Winterjacken sind fast immer ein Kompromiss zwischen modisch und mollig. Funktionalität schlägt Flirtfaktor. Im Winter sind wir so gesehen alle gleich. Unförmige Aufblastiere mit kleinen Köpfen.

Das wäre alles nicht so schlimm. Aber gehen Sie mit einer schön warmen Winterjacke mal in ein Einkaufszentrum. Innerhalb weniger Minuten läuft einem die Staunässe die Wirbelsäule runter. Mit Ohrensausen schält man sich dann aus der heißen Umklammerung des Isolations-Monsters.
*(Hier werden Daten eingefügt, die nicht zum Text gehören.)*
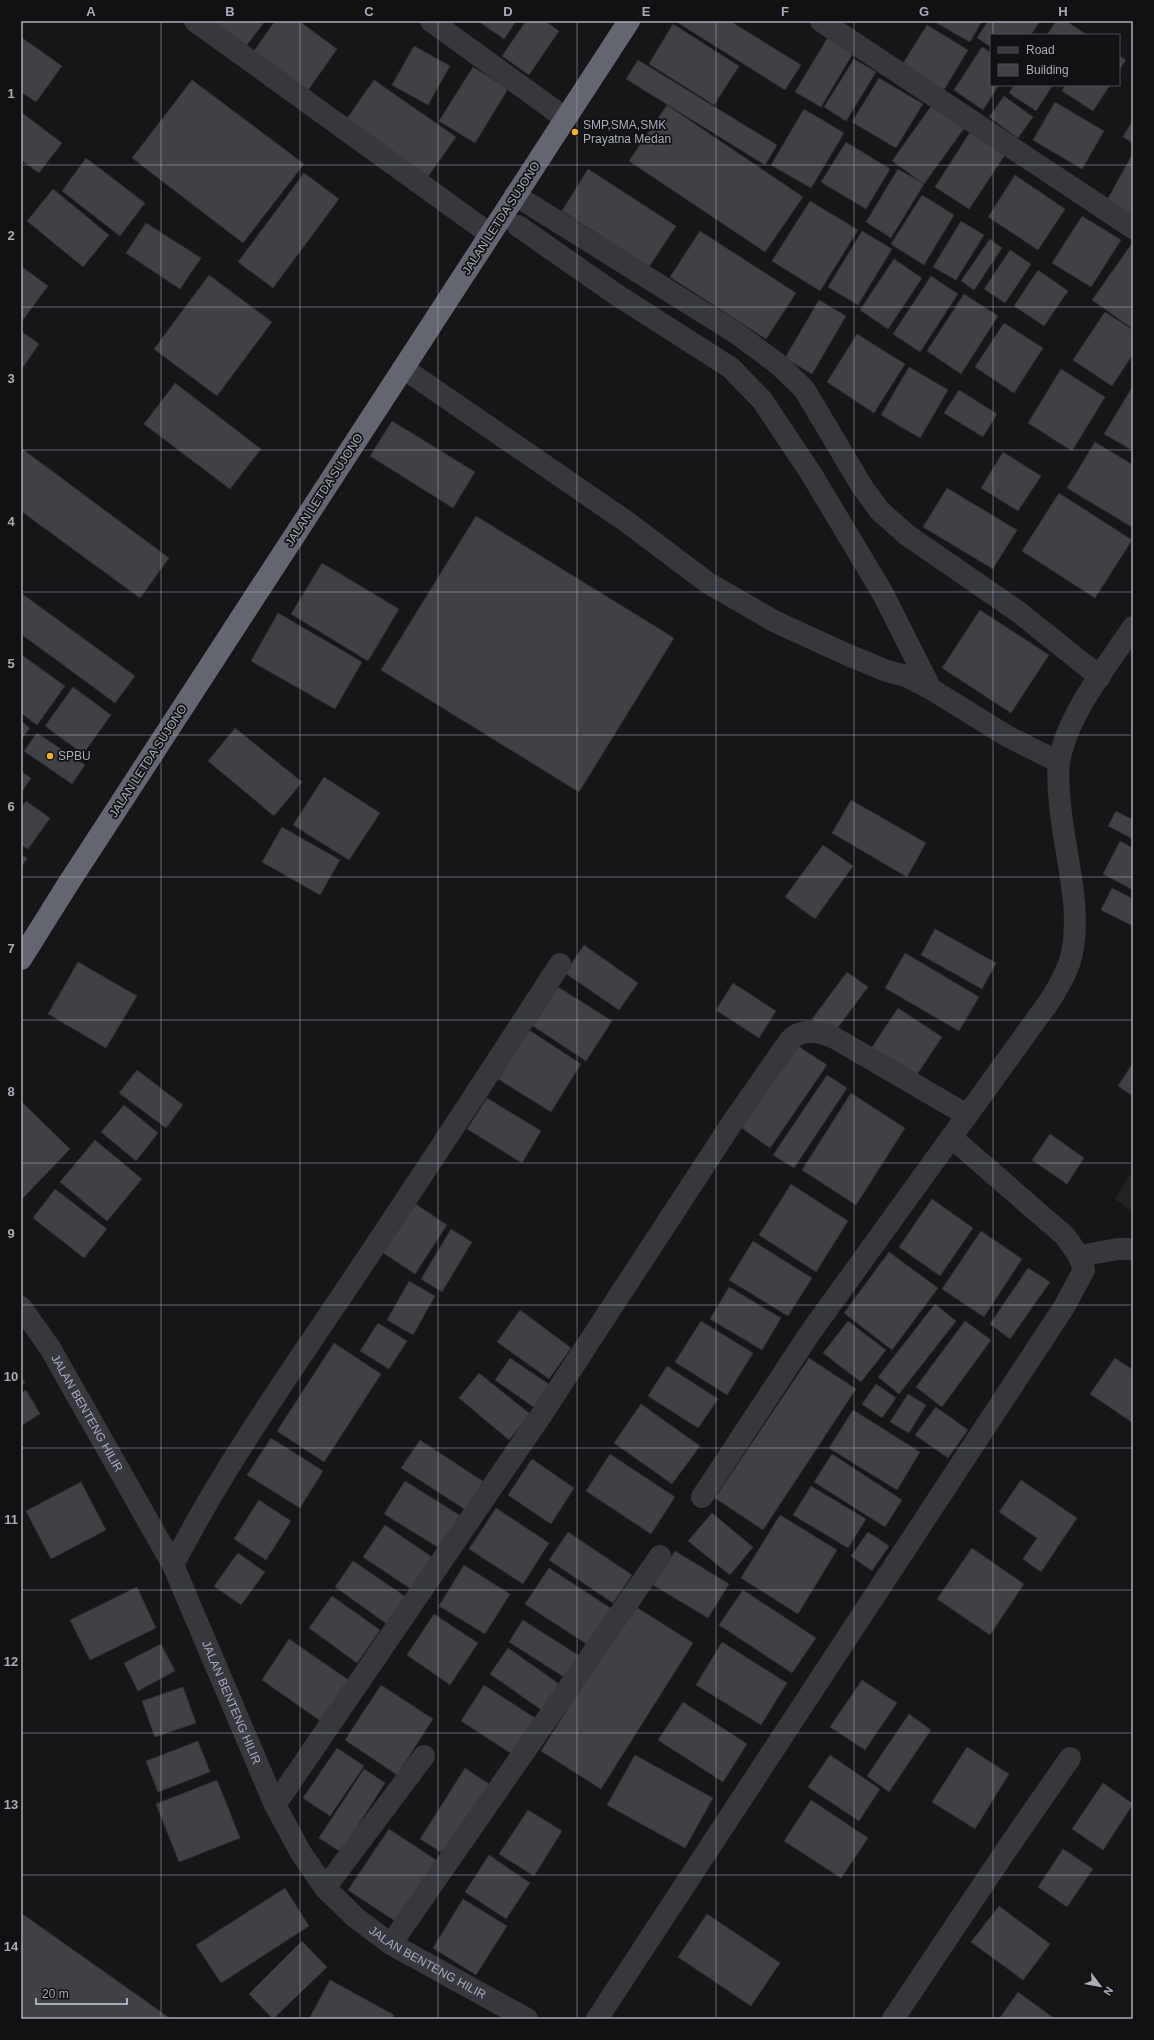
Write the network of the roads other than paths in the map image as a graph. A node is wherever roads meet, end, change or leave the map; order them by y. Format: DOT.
graph roads {
  1 [pos="195,21"];
  2 [pos="431,21"];
  3 [pos="629,21"];
  4 [pos="821,21"];
  5 [pos="565,118"];
  6 [pos="515,195"];
  7 [pos="518,226"];
  8 [pos="1133,228"];
  9 [pos="490,234"];
  10 [pos="403,368"];
  11 [pos="1133,627"];
  12 [pos="1100,677"];
  13 [pos="931,689"];
  14 [pos="1059,762"];
  15 [pos="21,959"];
  16 [pos="560,964"];
  17 [pos="967,1115"];
  18 [pos="951,1137"];
  19 [pos="1133,1249"];
  20 [pos="1079,1256"];
  21 [pos="21,1307"];
  22 [pos="702,1497"];
  23 [pos="660,1556"];
  24 [pos="173,1565"];
  25 [pos="424,1756"];
  26 [pos="1070,1758"];
  27 [pos="275,1805"];
  28 [pos="325,1888"];
  29 [pos="391,1944"];
  30 [pos="527,2019"];
  31 [pos="597,2019"];
  32 [pos="893,2019"];
  1 -- 9 [label="street"];
  2 -- 5 [label="street"];
  3 -- 5 [label="highway, JALAN LETDA SUJONO"];
  4 -- 8 [label="street"];
  5 -- 6 [label="highway, JALAN LETDA SUJONO"];
  6 -- 9 [label="highway, JALAN LETDA SUJONO"];
  6 -- 12 [label="street"];
  7 -- 13 [label="street"];
  9 -- 10 [label="highway, JALAN LETDA SUJONO"];
  10 -- 13 [label="street"];
  10 -- 15 [label="highway, JALAN LETDA SUJONO"];
  11 -- 12 [label="street"];
  12 -- 14 [label="street"];
  13 -- 14 [label="street"];
  14 -- 17 [label="street"];
  16 -- 24 [label="street"];
  17 -- 18 [label="street"];
  17 -- 27 [label="street"];
  18 -- 20 [label="street"];
  18 -- 22 [label="street"];
  19 -- 20 [label="street"];
  20 -- 31 [label="street"];
  21 -- 24 [label="street, JALAN BENTENG HILIR"];
  23 -- 29 [label="street"];
  24 -- 27 [label="street, JALAN BENTENG HILIR"];
  25 -- 28 [label="street"];
  26 -- 32 [label="street"];
  27 -- 28 [label="street, JALAN BENTENG HILIR"];
  28 -- 29 [label="street, JALAN BENTENG HILIR"];
  29 -- 30 [label="street, JALAN BENTENG HILIR"];
}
Und rennt danach mit einem Haufen an Textil über dem Arm (in die Taschen gestopft noch Schal und Mütze) durch die Gänge und wünscht sich nur nach Hause aufs Sofa.
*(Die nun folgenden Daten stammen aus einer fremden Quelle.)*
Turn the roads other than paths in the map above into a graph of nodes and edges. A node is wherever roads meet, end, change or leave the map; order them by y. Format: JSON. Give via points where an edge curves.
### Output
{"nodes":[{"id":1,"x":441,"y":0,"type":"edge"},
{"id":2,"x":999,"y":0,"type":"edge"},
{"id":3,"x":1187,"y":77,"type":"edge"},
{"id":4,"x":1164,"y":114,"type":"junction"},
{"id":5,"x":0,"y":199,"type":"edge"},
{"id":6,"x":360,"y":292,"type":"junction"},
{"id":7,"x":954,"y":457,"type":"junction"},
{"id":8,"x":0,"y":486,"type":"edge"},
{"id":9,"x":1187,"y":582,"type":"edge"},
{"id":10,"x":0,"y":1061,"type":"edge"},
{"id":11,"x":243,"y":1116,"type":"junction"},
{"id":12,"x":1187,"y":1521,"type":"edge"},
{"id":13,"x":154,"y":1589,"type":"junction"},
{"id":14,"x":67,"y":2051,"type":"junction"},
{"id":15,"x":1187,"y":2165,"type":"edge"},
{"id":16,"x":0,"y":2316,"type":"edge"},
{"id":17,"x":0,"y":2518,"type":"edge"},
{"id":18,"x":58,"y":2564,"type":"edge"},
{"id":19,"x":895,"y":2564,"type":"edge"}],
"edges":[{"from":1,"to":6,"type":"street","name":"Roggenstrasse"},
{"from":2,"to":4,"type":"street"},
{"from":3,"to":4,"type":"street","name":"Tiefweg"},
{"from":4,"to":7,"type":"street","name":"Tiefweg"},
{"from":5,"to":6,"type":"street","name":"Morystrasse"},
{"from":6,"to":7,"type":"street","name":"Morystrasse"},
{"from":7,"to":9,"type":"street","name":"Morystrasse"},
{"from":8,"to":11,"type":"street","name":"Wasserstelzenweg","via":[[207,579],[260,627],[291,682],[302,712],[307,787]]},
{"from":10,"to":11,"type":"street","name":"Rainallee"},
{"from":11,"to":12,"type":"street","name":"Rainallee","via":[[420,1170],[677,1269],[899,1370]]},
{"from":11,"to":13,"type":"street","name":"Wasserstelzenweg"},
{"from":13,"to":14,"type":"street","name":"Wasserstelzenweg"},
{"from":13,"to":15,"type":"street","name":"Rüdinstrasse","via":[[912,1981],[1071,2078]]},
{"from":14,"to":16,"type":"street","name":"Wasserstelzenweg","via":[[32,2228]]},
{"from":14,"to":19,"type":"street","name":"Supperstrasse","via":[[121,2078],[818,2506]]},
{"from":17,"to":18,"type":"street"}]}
Oder im Kino! In den wenigsten Häusern gibt es Garderoben. Dann hofft man darauf, dass sich keiner neben einen setzt, damit man dort Berge von Jacken von sich und seiner Begleitung auftürmen kann. Aber ist der Eisverkäufer gerade wieder raus, da drängeln sich verdammt noch mal doch noch Leute durch die eigene Reihe und gucken einen stumm aber erwartungsvoll mahnend an: Jacke weg da!

Und dann wühlen Sie Ihre Daunen- und Wattehaufen wieder zu sich rüber, die Nachos mit Käsesoße und Jalapeños in der anderen Hand, vorne geht der Film los, aber bei Ihnen geht es ja um anderes. Dort muss erstmal die Luft aus den abgesteppten Kammern gepresst werden. Dann kommt die Jacke irgendwo geballt hinter den Rücken. Das wird kein schöner Abend.
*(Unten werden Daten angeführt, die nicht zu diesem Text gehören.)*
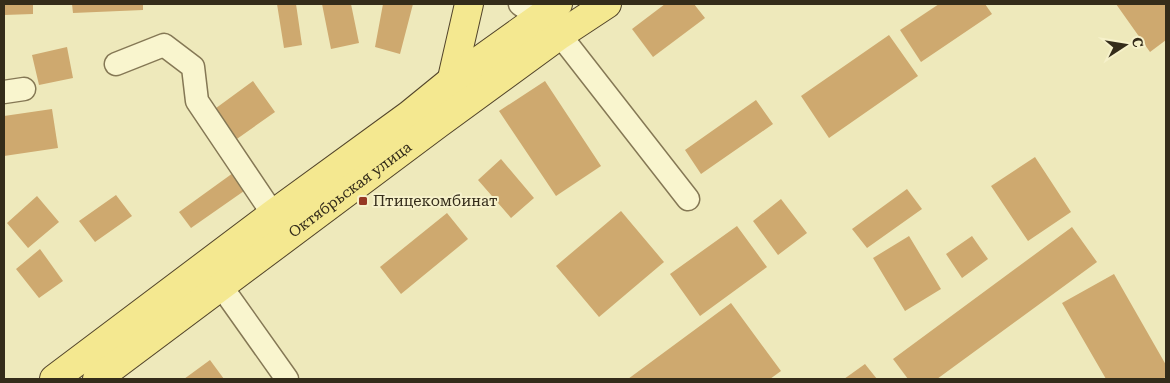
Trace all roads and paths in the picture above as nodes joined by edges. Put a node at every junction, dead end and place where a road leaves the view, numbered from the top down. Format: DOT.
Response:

Und der Tiefpunkt: Bus fahren in Winterjacken. Da läuft das von den Massen ausgeatmete Kondenswasser die Scheiben hinab und man selber wischt und saugt es unwillkürlich in jeder Kurve mit der Schulter am Glas und aus der unteren Gummirille auf, weil die Imprägnierung an den dicken Armen auch nicht ewig standhält. 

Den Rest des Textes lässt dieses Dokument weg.